In New Mexico, the asserted state interests allegedly served by the membership requirement of § 1-7-2(A) do not justify the burdens that requirement places on plaintiffs' First Amendment rights. First, the important state interest in ensuring that new political parties demonstrate a modicum of popular support before they may be placed on the ballot is served by the numerosity requirement of petitions containing 500 signatures from registered voters. Second, the state's interest in ensuring that those 500 signatories demonstrate their commitment to the new party by becoming party members is comparatively unimportant. In any event, the fact that five hundred people decided to sign their names to a party's petition for access to the ballot is sufficient to demonstrate significant interest in and commitment to the new party.
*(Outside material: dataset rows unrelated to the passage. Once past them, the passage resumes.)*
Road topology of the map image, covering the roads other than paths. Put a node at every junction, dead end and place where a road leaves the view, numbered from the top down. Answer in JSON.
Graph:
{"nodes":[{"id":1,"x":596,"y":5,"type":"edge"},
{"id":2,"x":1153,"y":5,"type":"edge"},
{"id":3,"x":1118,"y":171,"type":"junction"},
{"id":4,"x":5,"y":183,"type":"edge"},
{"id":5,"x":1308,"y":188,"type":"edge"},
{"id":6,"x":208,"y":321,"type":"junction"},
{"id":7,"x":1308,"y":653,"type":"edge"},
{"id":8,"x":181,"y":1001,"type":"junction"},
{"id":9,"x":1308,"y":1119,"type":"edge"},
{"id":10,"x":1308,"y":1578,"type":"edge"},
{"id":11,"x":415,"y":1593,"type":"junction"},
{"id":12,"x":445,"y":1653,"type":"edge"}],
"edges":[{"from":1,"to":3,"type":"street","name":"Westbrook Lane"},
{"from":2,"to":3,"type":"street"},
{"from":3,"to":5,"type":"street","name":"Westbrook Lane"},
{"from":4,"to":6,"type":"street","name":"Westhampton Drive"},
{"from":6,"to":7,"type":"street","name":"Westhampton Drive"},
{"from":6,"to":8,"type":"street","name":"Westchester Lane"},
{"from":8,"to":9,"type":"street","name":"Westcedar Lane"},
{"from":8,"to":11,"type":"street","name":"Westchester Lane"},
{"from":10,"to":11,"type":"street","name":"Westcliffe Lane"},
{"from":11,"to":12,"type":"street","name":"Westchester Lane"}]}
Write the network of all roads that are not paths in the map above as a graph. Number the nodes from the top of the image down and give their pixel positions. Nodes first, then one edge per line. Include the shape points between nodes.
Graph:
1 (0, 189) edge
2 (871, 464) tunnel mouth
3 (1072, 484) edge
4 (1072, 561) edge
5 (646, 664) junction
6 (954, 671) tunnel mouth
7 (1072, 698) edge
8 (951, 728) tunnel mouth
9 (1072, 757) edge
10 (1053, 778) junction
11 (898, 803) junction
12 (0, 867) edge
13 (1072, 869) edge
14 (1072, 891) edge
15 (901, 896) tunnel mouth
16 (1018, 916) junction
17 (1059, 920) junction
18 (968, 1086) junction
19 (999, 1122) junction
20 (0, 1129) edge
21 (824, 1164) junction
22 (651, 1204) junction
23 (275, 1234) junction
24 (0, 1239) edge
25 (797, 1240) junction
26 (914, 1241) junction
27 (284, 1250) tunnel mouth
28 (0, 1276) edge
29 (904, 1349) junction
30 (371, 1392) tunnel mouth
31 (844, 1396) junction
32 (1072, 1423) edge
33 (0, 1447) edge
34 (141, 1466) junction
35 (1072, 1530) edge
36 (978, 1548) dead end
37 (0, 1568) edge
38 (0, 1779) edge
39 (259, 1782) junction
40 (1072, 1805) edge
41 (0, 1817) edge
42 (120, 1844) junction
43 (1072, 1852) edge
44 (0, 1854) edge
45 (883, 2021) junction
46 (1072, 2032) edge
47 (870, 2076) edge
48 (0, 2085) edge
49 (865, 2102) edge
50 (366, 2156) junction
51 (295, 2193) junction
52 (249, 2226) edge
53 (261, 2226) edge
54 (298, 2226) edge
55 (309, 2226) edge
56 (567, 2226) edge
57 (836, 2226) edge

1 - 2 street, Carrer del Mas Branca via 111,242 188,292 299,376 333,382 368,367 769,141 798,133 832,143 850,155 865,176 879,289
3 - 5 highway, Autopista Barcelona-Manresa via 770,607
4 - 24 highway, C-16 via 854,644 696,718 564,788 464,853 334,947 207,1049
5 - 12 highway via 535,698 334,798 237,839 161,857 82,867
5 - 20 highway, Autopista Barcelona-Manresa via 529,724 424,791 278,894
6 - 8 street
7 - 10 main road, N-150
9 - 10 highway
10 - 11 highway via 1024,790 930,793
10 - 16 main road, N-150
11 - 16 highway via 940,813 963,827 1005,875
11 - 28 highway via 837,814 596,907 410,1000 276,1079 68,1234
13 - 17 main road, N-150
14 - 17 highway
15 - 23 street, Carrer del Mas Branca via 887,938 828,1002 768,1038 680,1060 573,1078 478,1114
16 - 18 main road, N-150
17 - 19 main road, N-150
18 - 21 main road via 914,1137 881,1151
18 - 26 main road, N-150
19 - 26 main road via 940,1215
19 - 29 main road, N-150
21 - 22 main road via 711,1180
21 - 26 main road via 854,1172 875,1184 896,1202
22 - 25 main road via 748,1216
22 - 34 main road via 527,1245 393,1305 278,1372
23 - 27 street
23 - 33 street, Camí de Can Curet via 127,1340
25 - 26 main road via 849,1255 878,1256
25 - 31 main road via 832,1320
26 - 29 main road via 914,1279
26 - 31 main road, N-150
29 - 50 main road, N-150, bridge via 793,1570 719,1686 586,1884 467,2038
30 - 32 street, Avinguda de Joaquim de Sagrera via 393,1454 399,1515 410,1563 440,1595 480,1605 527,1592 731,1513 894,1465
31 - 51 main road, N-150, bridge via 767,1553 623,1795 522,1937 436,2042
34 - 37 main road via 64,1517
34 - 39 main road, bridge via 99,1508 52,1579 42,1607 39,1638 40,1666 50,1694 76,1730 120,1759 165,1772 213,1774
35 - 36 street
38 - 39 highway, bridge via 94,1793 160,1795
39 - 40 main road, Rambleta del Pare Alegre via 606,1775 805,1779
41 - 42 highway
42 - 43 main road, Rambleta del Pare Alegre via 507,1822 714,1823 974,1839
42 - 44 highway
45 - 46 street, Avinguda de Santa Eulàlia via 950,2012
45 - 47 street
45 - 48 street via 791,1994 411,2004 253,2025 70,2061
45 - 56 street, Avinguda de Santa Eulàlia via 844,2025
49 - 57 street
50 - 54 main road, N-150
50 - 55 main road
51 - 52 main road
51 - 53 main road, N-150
To impose the additional requirement that those 500 signatories formally declare their membership in the party is merely to impose an unnecessary burden on those signatories' First Amendment rights.
After applying the balancing test set out in Anderson v. Celebrezze, I find that New Mexico's interest in ensuring popular support for political parties that appear on the ballot in the general election is not sufficiently served by the membership requirement codified in § 1-7-2(A) NMSA, in light of plaintiffs' compelling interests in their First and Fourteenth Amendment rights. Section 1-7-2(A)'s requirement that a new political party must provide petitions containing 500 signatures from registered voters who declare that they are members of that party is unconstitutional, and Workers World Party's application for qualification as a political party in New Mexico should be granted.
Plaintiffs have satisfied the requirements for granting a preliminary injunction under Fed.R.Civ.P. 65 as set forth in Lundgrin v. Claytor, 619 F.2d 61, 63 (10th Cir. 1980). As discussed above, plaintiffs have demonstrated a substantial likelihood that they will prevail on the merits. Plaintiffs have also demonstrated that they will suffer irreparable injury if they are not permitted access to the November, 1988 ballot, and that the injury to them outweighs whatever minimal damage may be caused to defendants if the injunction were to be issued. Finally, plaintiffs have demonstrated that the issuance of the injunction would not be adverse to the public interest. Therefore, plaintiffs have carried their burden of showing that the four-part test for preliminary injunctive relief is satisfied in this case. Finally, defendants conceded that they would suffer no financial hardship if a decision were rendered in this case no later than August 24, 1988. For that reason, plaintiffs should not be required to post security pursuant to Fed.R.Civ.P. 65(c).
Now, Therefore,
IT IS BY THE COURT ORDERED that plaintiffs' application for a preliminary injunction is granted as follows:
(1) The party membership requirement of § 1-7-2(A) NMSA (1985 Repl.) is unconstitutional as violative of the First and Fourteenth Amendments of the United States Constitution;
(2) Defendants are preliminarily enjoined from enforcing the party membership requirement of § 1-7-2(A) NMSA and are enjoined from refusing to place the Workers World Party on the ballot for the forthcoming general election in November, 1988; and
(3) No security shall be required pursuant to Fed.R.Civ.P. 65(c).